A self-hosted, multi-tenant WhatsApp automation platform. Connect multiple WhatsApp accounts, stream real-time events, and forward them to webhooks — all managed through a simple REST and WebSocket API.
WHA-HTTP sits between your application and WhatsApp. Each WhatsApp account gets its own isolated zevBot process (a Rust binary built on whatsapp-rust), managed by rpm (a native process manager).
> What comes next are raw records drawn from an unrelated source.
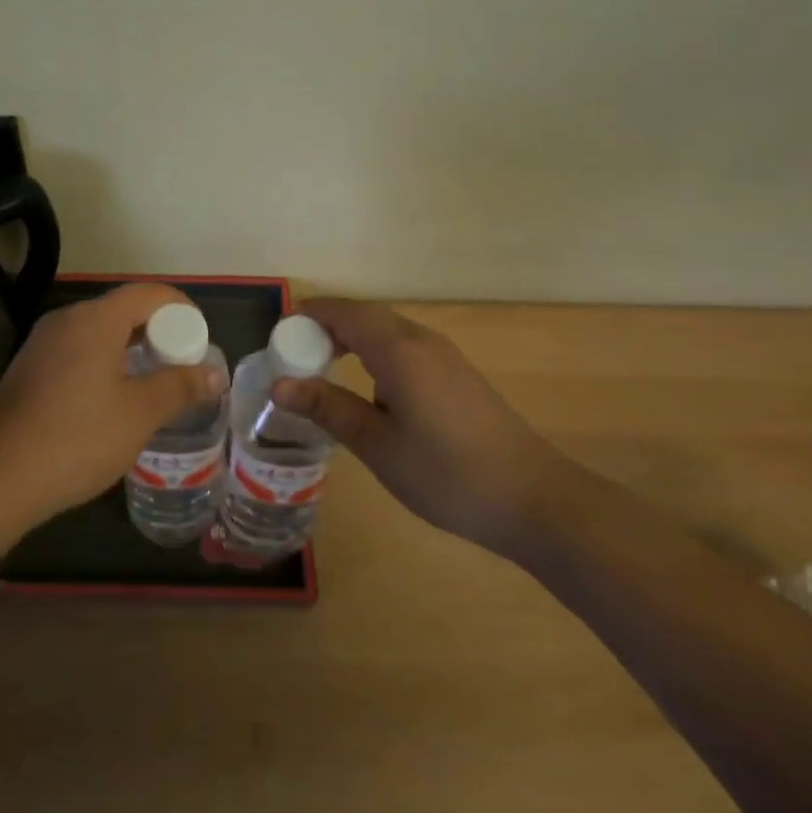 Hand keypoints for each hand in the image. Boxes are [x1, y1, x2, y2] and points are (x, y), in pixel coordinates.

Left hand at [0, 284, 226, 544]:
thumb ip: (179, 387)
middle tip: (182, 365)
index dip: (182, 310)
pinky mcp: (29, 367)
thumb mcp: (138, 414)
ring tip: (154, 382)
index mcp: (95, 320)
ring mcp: (43, 342)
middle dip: (158, 332)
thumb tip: (214, 374)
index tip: (201, 341)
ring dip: (131, 349)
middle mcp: (66, 319)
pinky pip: (77, 350)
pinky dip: (104, 362)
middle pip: (123, 309)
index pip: (149, 293)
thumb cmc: (77, 438)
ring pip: (99, 331)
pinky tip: (114, 397)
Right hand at [271, 298, 568, 555]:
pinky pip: (404, 347)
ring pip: (385, 330)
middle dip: (325, 328)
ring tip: (322, 371)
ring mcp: (443, 356)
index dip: (307, 317)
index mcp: (399, 349)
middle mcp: (421, 340)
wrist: (534, 499)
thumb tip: (278, 385)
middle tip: (292, 357)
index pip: (343, 313)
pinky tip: (368, 389)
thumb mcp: (378, 445)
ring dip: (351, 340)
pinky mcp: (456, 375)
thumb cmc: (447, 473)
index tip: (277, 338)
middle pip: (364, 316)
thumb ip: (328, 408)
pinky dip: (374, 354) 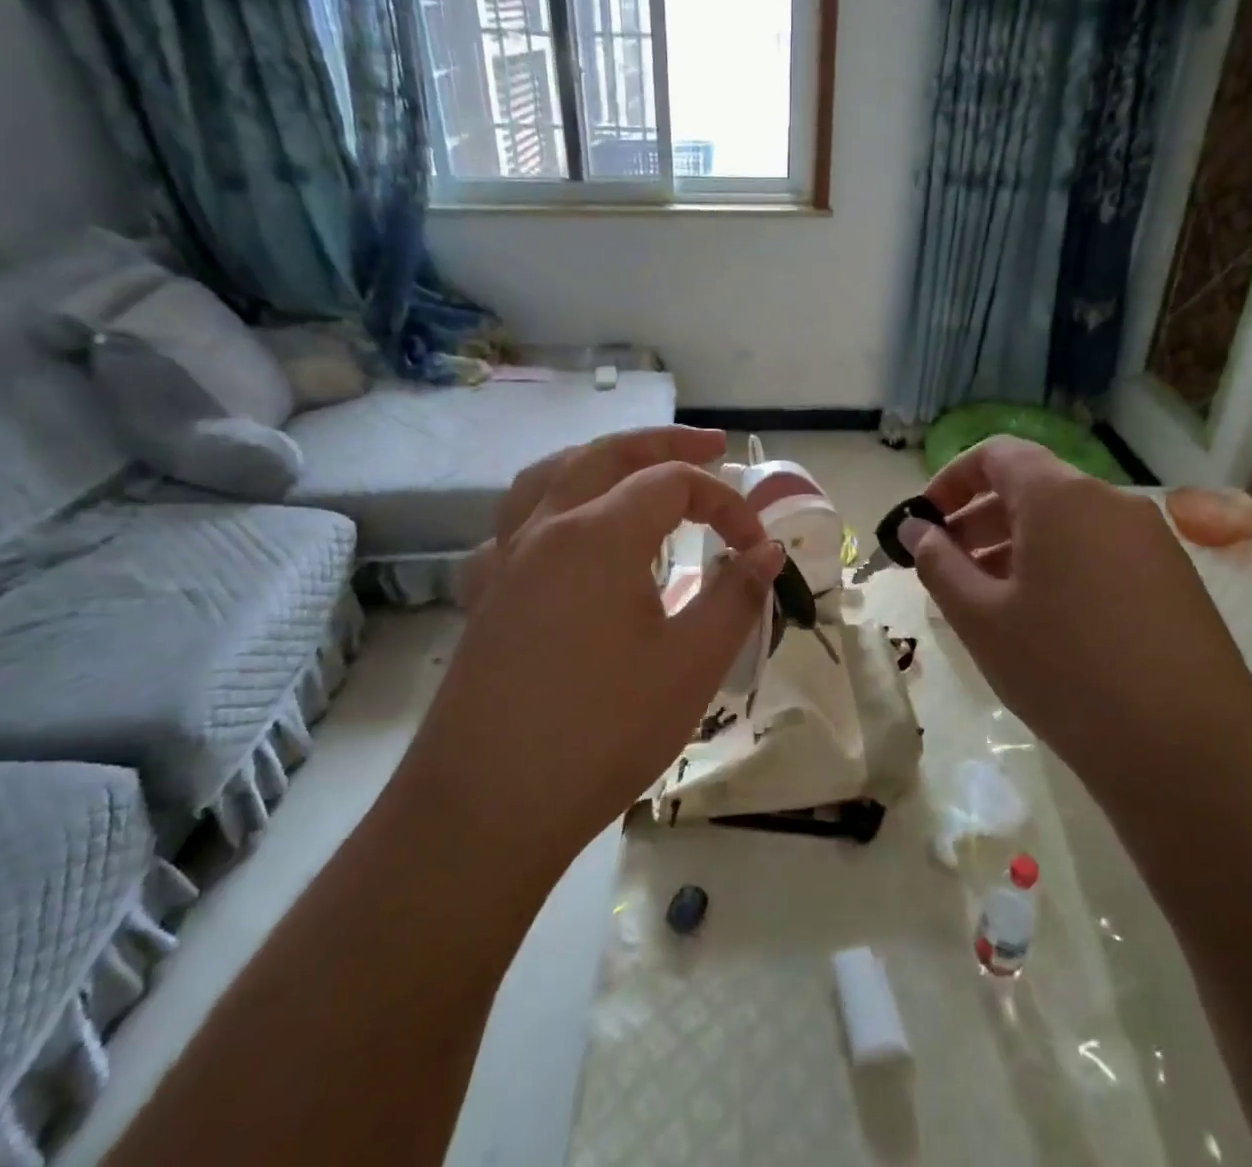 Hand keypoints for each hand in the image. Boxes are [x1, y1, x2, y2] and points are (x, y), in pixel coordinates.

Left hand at [405, 428, 784, 884]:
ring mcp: (504, 559)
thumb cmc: (600, 733)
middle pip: (608, 455)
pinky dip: (549, 507)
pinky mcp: (484, 595)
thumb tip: (768, 549)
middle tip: (712, 445)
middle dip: (665, 443)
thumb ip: (735, 595)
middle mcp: (545, 528)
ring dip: (600, 460)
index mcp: (598, 535)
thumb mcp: (691, 665)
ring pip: (550, 475)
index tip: (756, 547)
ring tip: (634, 467)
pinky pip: (514, 525)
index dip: (726, 503)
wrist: (484, 809)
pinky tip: (560, 537)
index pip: (674, 484)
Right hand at [905, 438, 1251, 801]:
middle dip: (979, 519)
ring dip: (1016, 546)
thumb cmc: (1064, 672)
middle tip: (946, 567)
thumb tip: (916, 528)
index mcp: (1061, 497)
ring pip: (1066, 522)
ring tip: (988, 599)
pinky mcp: (1174, 578)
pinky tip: (1044, 622)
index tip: (925, 522)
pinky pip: (1099, 550)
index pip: (996, 454)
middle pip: (1031, 487)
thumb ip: (938, 563)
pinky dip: (1058, 565)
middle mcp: (1111, 502)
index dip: (950, 480)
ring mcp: (1151, 540)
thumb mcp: (980, 618)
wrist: (1191, 753) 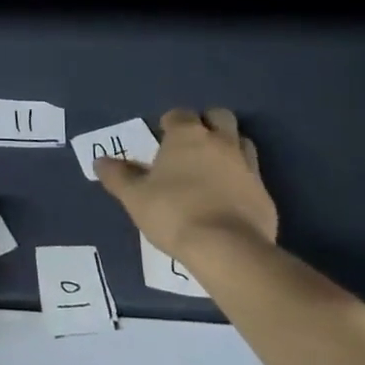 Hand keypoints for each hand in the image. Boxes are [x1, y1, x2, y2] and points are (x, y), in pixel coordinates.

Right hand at [94, 108, 276, 260]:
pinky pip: (253, 176)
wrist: (227, 249)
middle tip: (193, 146)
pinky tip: (230, 199)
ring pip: (242, 142)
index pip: (180, 114)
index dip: (171, 123)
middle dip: (208, 124)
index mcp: (188, 135)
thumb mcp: (135, 197)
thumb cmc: (174, 213)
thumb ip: (118, 176)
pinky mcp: (264, 194)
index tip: (163, 138)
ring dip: (230, 147)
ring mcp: (247, 167)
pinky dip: (242, 180)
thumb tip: (100, 161)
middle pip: (220, 117)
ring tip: (214, 168)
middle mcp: (220, 142) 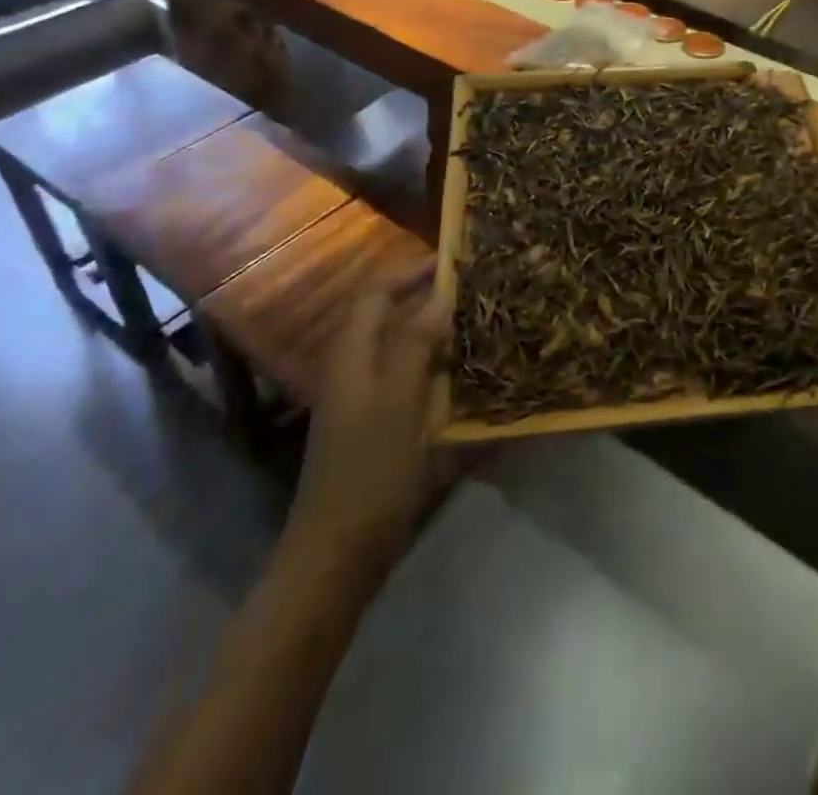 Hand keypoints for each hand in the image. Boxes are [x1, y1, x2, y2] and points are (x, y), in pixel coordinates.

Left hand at [279, 258, 451, 588]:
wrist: (337, 557)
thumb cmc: (369, 472)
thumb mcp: (398, 402)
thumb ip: (415, 344)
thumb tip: (440, 296)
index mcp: (353, 357)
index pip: (377, 294)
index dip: (411, 272)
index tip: (454, 261)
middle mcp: (356, 371)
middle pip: (390, 319)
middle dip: (429, 301)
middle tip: (476, 294)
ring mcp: (365, 403)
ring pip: (403, 352)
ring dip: (437, 336)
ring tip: (480, 329)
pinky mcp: (379, 431)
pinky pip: (411, 384)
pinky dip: (437, 373)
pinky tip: (468, 382)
A Bun.js backend handles authentication, account provisioning, WebSocket proxying, and webhook delivery.
Your App / Dashboard
│
│ HTTPS / WSS
▼
┌─────────────────────────┐
│ Bun.js Backend │ Auth · REST API · WS Proxy · Webhook Engine
└────────────┬────────────┘
│ WebSocket (per account)
┌────────┴────────┐
▼ ▼
[zevBot :4000] [zevBot :4001] ...one per WA account
(account A) (account B)
└──────── managed by rpm ─────┘
| Component | Technology |
|---|---|
| WhatsApp engine | Rust (zevBot binary, whatsapp-rust) |
| Process manager | rpm (native PM2 alternative) |
| Backend / API | Bun.js + TypeScript |
| Database | SQLite via Drizzle ORM |
| Auth | JWT (via jose) |
| Real-time | WebSockets (Bun native + upstream proxy) |
- Multi-account — each WhatsApp account runs in its own isolated process on a dedicated port
- Pairing — link accounts via QR code or 8-digit pair code, streamed live over WebSocket
- Real-time events — all WhatsApp events (messages, status updates, connections) streamed to connected clients
- Webhook delivery — forward every event to one or more HTTP endpoints with optional HMAC-SHA256 signature verification
- Auto-restart — rpm watches each zevBot instance and restarts it on crash
- JWT auth — stateless authentication with 7-day tokens
| Method | Path | Description |
|---|---|---|
POST |
/auth/register |
Create a new user account |
POST |
/auth/login |
Login and receive a JWT |
GET |
/auth/me |
Get current user info |
| Method | Path | Description |
|---|---|---|
GET |
/accounts |
List all connected WA accounts |
POST |
/accounts |
Add a new WA account |
GET |
/accounts/:id |
Get account details + live process status |
DELETE |
/accounts/:id |
Logout and remove account |
POST |
/accounts/:id/stop |
Stop the account's process |
POST |
/accounts/:id/restart |
Restart the account's process |
| Method | Path | Description |
|---|---|---|
GET |
/accounts/:id/hooks |
List webhooks for an account |
POST |
/accounts/:id/hooks |
Register a webhook URL |
DELETE |
/accounts/:id/hooks/:hookId |
Remove a webhook |
| Path | Description |
|---|---|
WS /ws/:accountId |
Live event stream for an account |
Authenticate via ?token=<jwt> query param or Authorization: Bearer <jwt> header.
# 1. Register
curl -X POST http://localhost:8080/auth/register \
-H "Content-Type: application/json" \
-d '{"email":"you@example.com","password":"yourpassword"}'
# 2. Add account (pair code mode)
curl -X POST http://localhost:8080/accounts \
-H "Authorization: Bearer <token>" \
-H "Content-Type: application/json" \
-d '{"phone":"2348012345678","mode":"pair","pairPhone":"2348012345678"}'
# 3. Connect WebSocket to receive the pair code
# ws://localhost:8080/ws/<accountId>?token=<token>
# Enter the code on your phone: WhatsApp → Linked Devices → Link with phone numberEvery event emitted by a connected WhatsApp account is forwarded to registered webhooks as an HTTP POST:
{
"accountId": "8fc9e1b0-ceec-4c10-9d64-a14944fc513f",
"event": {
"PairingCode": {
"code": "S42YF45F",
"timeout": { "secs": 180, "nanos": 0 }
}
}
}If a webhook secret is configured, each request includes an X-WHA-Signature header — an HMAC-SHA256 hex digest of the request body signed with your secret.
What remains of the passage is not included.